ACTIVITY: Go through the records and report each line holding the string "down".

Items listed in a dataset:
————————

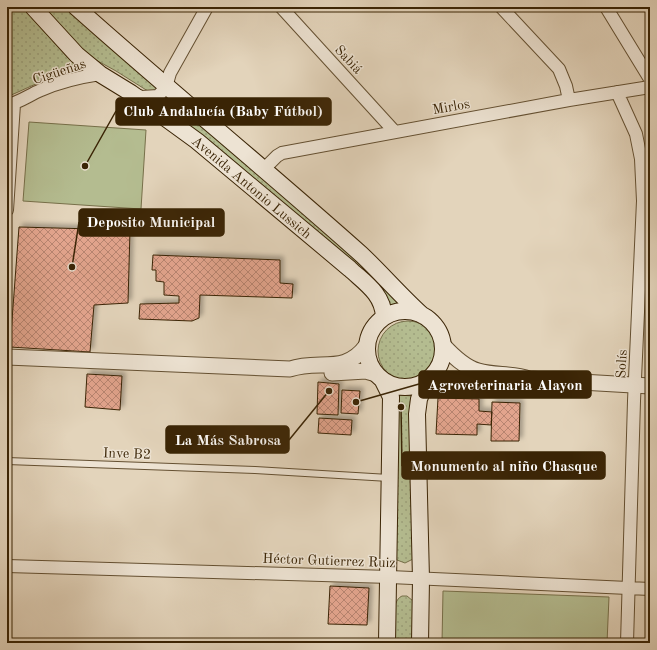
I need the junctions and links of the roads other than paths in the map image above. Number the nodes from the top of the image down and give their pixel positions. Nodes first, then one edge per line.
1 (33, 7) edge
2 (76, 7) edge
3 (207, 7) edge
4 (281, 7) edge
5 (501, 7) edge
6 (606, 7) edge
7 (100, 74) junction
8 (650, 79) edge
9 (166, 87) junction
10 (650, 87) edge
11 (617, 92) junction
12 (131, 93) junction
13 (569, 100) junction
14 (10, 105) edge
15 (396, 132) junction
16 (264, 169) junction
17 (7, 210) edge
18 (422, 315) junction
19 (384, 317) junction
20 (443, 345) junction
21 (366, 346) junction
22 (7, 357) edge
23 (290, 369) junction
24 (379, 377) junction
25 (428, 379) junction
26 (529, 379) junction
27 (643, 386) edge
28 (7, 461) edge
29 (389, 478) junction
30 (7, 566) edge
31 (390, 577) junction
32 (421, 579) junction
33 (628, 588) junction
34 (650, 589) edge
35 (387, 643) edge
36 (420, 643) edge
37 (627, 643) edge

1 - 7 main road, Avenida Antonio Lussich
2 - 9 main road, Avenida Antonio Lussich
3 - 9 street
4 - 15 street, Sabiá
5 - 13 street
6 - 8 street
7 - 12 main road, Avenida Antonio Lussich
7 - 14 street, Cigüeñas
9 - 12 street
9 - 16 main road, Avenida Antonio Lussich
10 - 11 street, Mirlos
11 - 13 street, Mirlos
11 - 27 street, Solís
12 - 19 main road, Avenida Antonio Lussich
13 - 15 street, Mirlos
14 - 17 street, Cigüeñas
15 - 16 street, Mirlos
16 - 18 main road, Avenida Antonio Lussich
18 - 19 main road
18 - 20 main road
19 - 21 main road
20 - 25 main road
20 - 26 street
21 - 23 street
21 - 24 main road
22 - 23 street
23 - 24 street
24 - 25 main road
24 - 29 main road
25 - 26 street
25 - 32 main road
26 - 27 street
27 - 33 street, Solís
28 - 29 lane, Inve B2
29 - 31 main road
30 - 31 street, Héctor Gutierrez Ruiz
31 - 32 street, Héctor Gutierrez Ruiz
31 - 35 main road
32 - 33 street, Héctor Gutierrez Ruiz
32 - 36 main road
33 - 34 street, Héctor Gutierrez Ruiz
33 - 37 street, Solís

————————

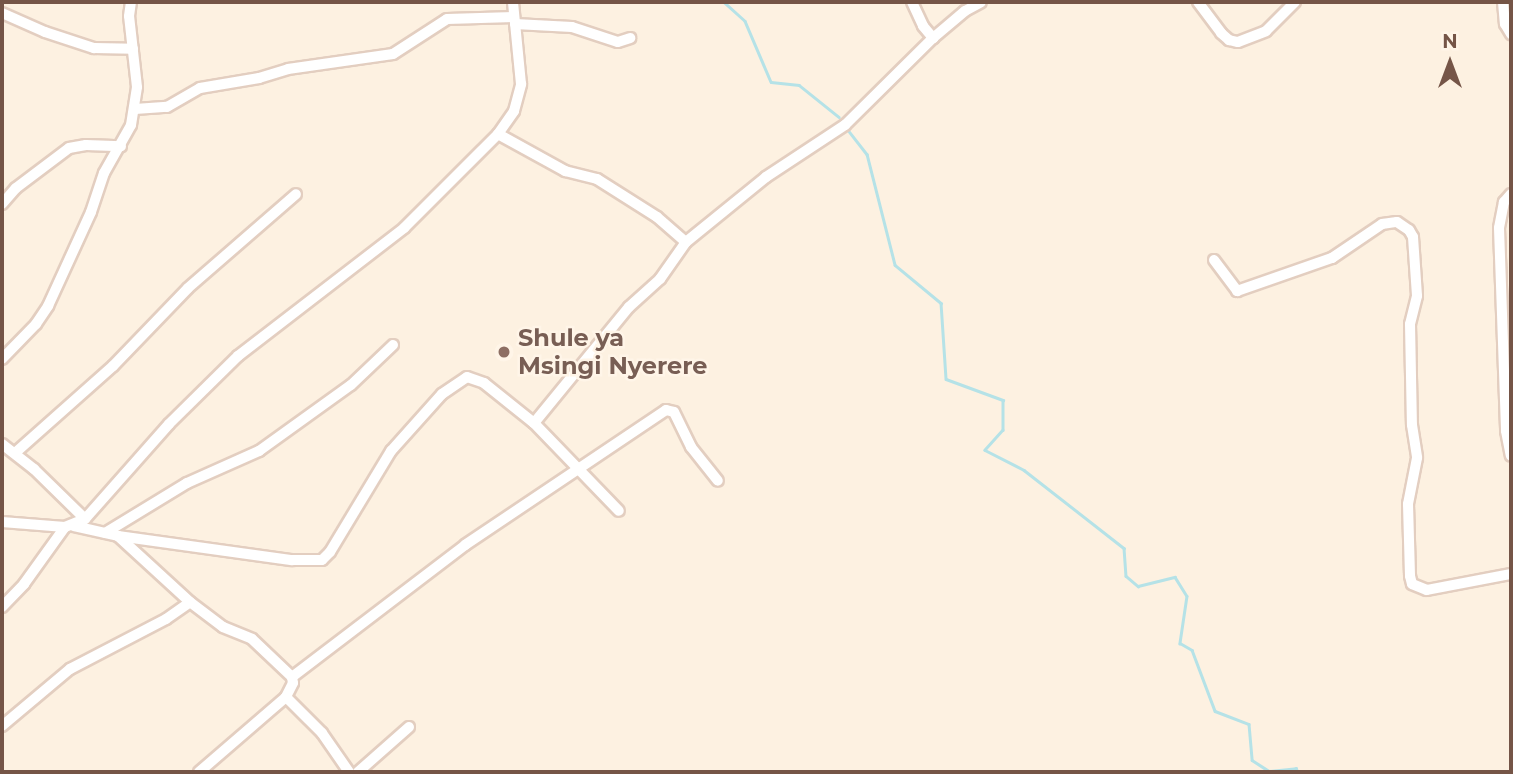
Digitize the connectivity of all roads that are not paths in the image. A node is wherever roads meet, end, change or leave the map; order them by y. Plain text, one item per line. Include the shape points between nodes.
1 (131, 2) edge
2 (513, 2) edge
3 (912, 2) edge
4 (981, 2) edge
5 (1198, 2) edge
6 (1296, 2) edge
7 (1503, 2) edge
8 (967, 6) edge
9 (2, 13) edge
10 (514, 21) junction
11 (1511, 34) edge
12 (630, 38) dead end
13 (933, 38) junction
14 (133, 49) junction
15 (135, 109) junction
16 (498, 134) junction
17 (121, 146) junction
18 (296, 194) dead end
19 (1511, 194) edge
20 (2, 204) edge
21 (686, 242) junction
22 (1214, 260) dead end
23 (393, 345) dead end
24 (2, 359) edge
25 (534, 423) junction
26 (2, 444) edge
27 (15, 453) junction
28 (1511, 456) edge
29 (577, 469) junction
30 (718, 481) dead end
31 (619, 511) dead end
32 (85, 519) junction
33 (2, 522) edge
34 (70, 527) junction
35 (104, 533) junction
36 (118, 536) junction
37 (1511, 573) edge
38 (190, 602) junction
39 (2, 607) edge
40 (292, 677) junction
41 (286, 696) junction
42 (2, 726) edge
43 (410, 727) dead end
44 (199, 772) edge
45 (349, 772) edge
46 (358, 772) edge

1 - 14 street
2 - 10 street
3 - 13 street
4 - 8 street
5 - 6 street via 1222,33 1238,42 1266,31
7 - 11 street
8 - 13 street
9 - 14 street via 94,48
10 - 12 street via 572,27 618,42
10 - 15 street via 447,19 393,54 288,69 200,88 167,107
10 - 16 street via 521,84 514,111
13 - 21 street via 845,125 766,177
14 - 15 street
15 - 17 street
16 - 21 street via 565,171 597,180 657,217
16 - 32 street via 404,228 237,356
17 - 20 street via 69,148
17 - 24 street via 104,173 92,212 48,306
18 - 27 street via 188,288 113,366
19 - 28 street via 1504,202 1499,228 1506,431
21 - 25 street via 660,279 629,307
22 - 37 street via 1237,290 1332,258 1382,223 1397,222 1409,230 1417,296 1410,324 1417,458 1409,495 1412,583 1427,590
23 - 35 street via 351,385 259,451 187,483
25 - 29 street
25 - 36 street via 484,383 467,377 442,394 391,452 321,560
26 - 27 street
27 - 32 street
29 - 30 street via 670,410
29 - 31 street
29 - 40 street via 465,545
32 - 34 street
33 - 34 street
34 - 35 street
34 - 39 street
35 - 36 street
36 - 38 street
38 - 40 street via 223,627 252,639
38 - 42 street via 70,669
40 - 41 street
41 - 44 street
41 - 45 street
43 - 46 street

————————

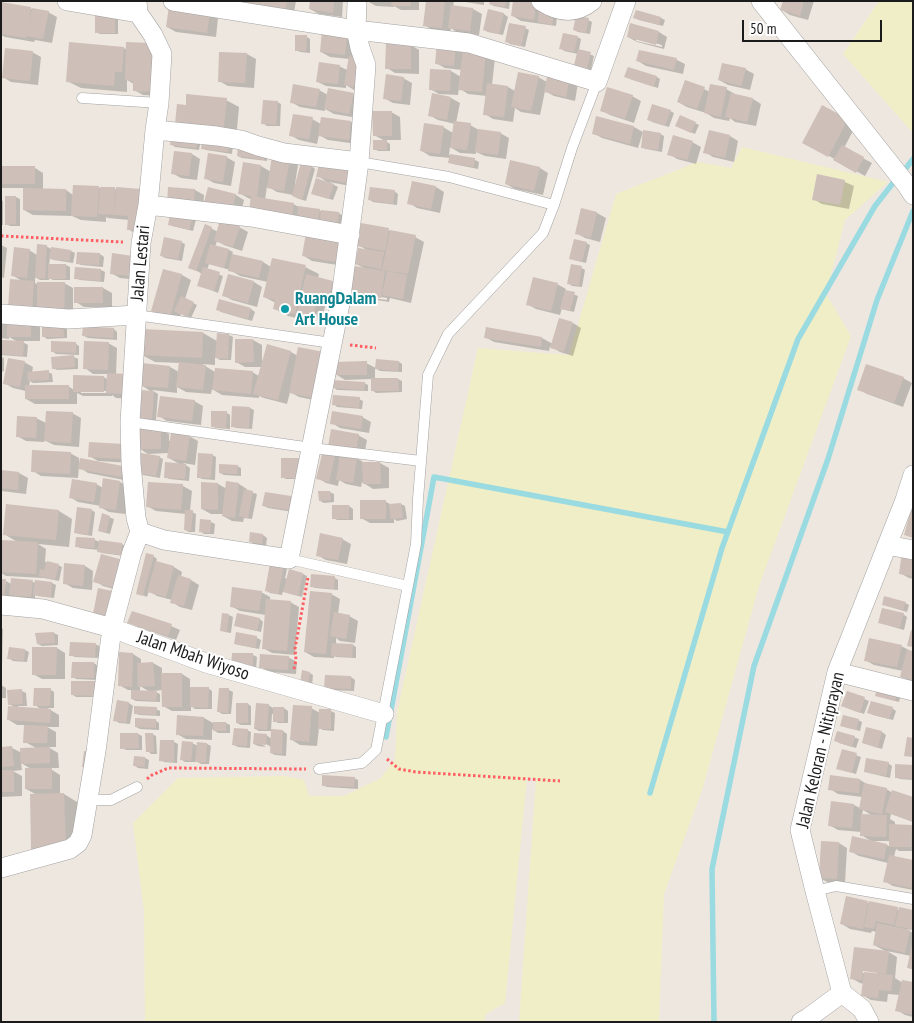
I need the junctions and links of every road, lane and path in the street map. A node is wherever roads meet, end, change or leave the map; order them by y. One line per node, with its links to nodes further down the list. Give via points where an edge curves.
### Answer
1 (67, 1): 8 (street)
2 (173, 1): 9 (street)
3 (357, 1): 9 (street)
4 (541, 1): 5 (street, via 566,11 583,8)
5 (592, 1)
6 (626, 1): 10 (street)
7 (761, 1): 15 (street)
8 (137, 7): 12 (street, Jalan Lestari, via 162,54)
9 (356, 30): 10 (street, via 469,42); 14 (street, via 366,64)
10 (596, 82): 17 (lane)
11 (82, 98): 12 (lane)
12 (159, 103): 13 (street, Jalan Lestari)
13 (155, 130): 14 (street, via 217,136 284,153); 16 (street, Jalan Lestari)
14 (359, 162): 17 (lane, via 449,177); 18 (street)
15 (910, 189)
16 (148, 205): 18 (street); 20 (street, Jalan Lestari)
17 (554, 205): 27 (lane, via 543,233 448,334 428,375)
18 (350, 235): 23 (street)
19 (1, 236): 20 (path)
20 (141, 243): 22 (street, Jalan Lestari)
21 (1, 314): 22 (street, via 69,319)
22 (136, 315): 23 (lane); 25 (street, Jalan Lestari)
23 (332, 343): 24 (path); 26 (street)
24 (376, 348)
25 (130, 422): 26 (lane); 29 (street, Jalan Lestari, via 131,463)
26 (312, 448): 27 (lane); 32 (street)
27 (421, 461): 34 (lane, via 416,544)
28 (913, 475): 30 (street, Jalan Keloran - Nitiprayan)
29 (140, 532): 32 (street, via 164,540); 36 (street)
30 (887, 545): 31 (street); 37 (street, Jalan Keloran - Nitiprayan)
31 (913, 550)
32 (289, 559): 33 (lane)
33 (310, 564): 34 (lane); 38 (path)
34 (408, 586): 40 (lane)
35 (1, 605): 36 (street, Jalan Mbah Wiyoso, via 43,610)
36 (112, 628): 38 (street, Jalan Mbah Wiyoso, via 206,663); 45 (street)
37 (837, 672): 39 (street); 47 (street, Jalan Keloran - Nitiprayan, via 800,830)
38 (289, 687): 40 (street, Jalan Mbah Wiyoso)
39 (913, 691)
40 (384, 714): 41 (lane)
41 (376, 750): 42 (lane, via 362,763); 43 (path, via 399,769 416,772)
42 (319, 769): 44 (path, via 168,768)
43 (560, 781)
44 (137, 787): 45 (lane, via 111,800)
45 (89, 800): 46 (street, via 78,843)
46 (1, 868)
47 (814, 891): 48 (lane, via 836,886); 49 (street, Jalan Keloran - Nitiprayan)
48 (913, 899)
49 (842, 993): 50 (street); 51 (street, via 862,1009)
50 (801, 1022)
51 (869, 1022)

————————

FINISHED TASK:
I need the junctions and links of the roads other than paths in the map image above. Number the nodes from the top of the image down and give their pixel positions. Nodes first, then one edge per line.
I need the junctions and links of every road, lane and path in the street map. A node is wherever roads meet, end, change or leave the map; order them by y. One line per node, with its links to nodes further down the list. Give via points where an edge curves.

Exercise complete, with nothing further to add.